Later today, there will be an announcement from the FCC that will be much heralded by many who confuse political rhetoric for action. It will be a long process before the US has any kind of net neutrality regulation, let alone the proposed framework that will be articulated today by the FCC.
Keep in mind that there is big difference between an operational approved framework that was put in place by the CRTC yesterday and a notice of proposed rulemaking just going out for comment today south of the border. Even after a year-long consultation, the FCC action will attract litigation that could drag out implementation for years.
Let me say it again – no country in the world other than Canada has an internet traffic policy framework and rules in place to protect consumers and deal with discriminatory behaviours by all ISPs – incumbents and new entrants alike.
At paragraph 46 of yesterday’s network management policy framework, the CRTC continued to recognize the competitive alternatives available to consumers on a retail level:
Consistent with the current regulatory approach, under which the Commission has granted forbearance for retail Internet services, primary ISPs may continue to apply ITMPs to retail Internet services as they consider appropriate, with no requirement for prior Commission approval. This approach remains valid due in part to the large number of existing ISPs. A change in the approach would amount to interference with market forces and would result in inefficient regulation, which is contrary to the Policy Direction.
The CRTC, the competitive industry and Canadian consumers benefit from having generalized nondiscrimination rules enshrined in Section 27(2) the Telecom Act and a prohibition against interfering with content in Section 36.
However, there is a bit of a legal challenge for the CRTC in applying Section 27(2) of the Telecom Act directly to some service providers.
“Secondary ISPs” (defined as companies that don’t own the facilities) aren’t regulated. As a result, the CRTC needs to regulate indirectly, imposing a condition on “primary ISPs” to contractually obligate their wholesale clients (“secondary ISPs”) to agree to abide by 27(2).
There may need to be some clean-up by the CRTC in the language used to define these new primary and secondary terms. The current language of the rules has loopholes that could enable some secondary ISPs to escape regulation under the framework.
For example, while primary ISPs are defined to be carriers, the converse is not true: not all carriers are necessarily primary ISPs. It is unclear why paragraph 50 was a direction to “primary ISPs” and not to all “carriers”. A company operating as a wholesale carrier enabler may enable co-located DSLAMs for one or more ISPs, without the carrier ever becoming an ISP.
In addition, it is possible for secondary ISPs to purchase all of their underlying services from another secondary ISP (acting as an aggregator). As a result, the CRTC will need to try to ensure that contractual obligations to abide by 27(2) cascades appropriately.

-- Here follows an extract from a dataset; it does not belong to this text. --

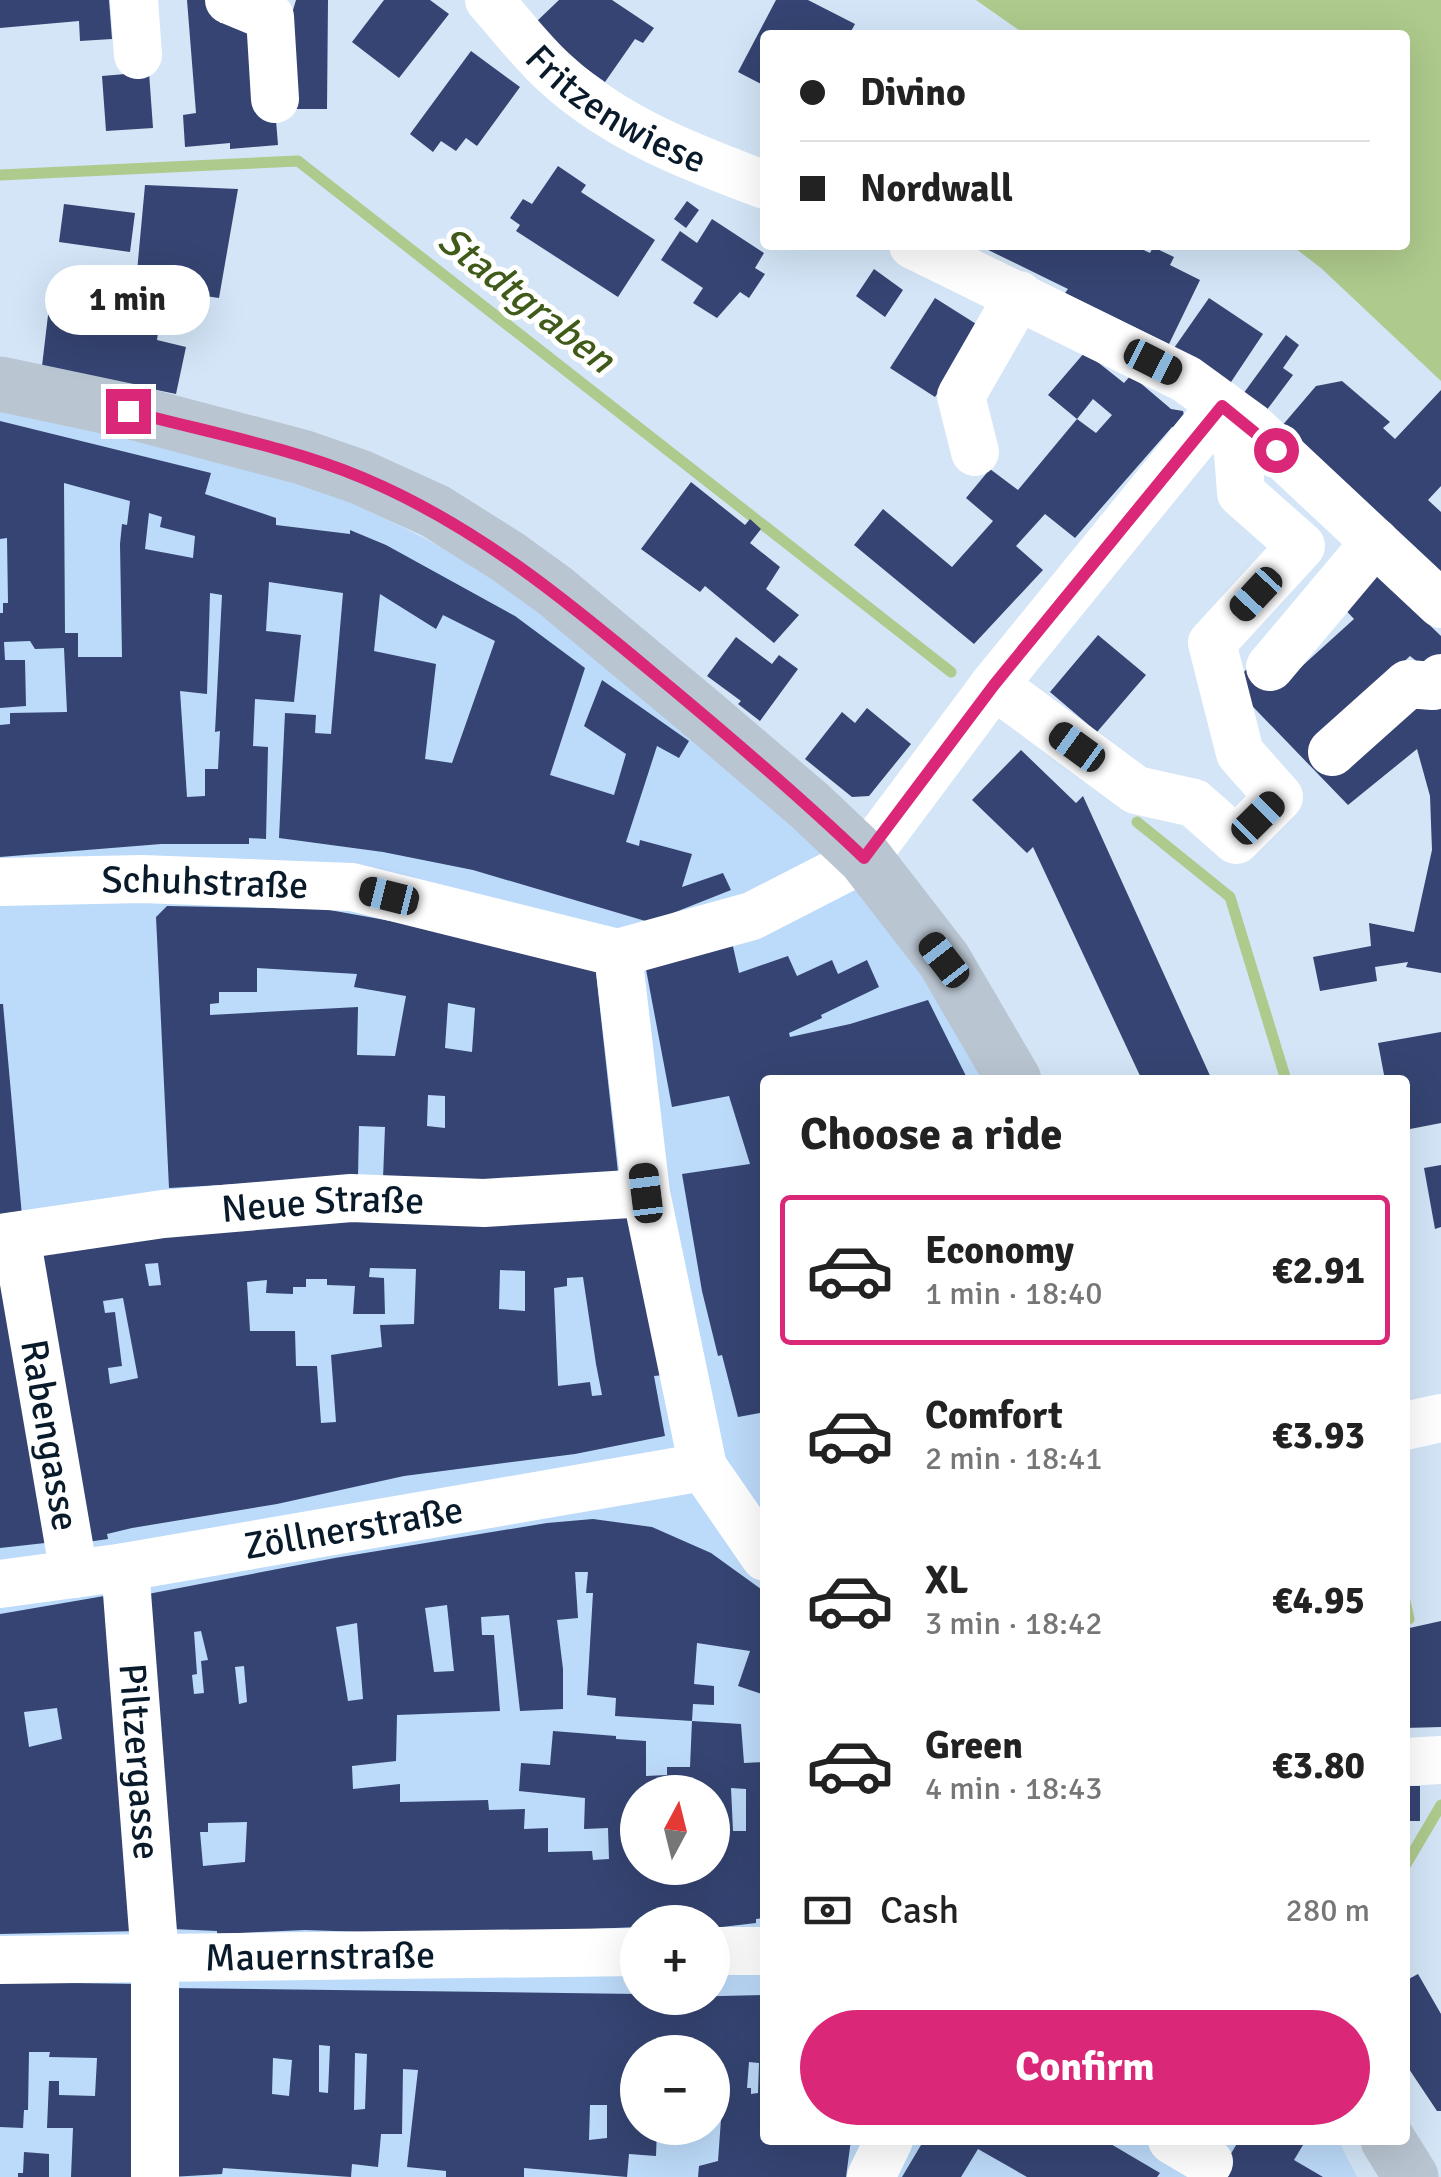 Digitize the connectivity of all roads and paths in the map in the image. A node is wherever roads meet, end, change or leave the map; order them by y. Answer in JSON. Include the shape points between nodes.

Procedurally, it is already difficult to enforce indirect regulation through carrier contracts. It is not clear that there is a meaningful mechanism to enforce obligations on supplementary tiers.
Watch for amendments.
Personally, I'm looking forward to reading the literary backflips that Bell, Rogers, and the other "Primary ISPs" will demonstrate to try to justify their existing technical ITPMs. If the framework is followed, they will have to be severely modified, but I'm sure they won't change them willingly.
Now that all affected parties have the right to file complaints regarding an ISP's technical ITPMs, do you think the CRTC will establish a new complaints mechanism? Will they try to use the CCTS?
I think that complaints would be typically be filed under Part VII of the Telecommunications Rules of Procedure. Anyone else?
I note the language of paragraph 47 opens the door for the Commission to review ITMPs "of its own motion". This could be a process following identification of a possible problem through other means.
Right … this gives consumers about as much protection as taking the sheathing off a roof. The framework's there, but it doesn't do anything except stop the roof being blown off in a windstorm.
The CRTC as a judicial system is not impartial. It is made up of industry players who have worked for our major telecoms companies.
The CRTC was not designed as a judicial system. It was intended to prevent the problems we see today, not mediate them.
The problem we face is that the telecoms companies can pull the trigger and maim the consumer. Then the CRTC says come to us and we might say "You did wrong" to the telcos … Remember the consumer has already been maimed … damage has been done.
It takes months for the CRTC to do things now. Imagine the time it's going to take to make decisions on the thousands of complaints they are going to get. Are they trying to get job security or something?
There is as much competition in this market as there was in communist Russia. Mr. Goldberg, I don't understand how you can make the comments you do.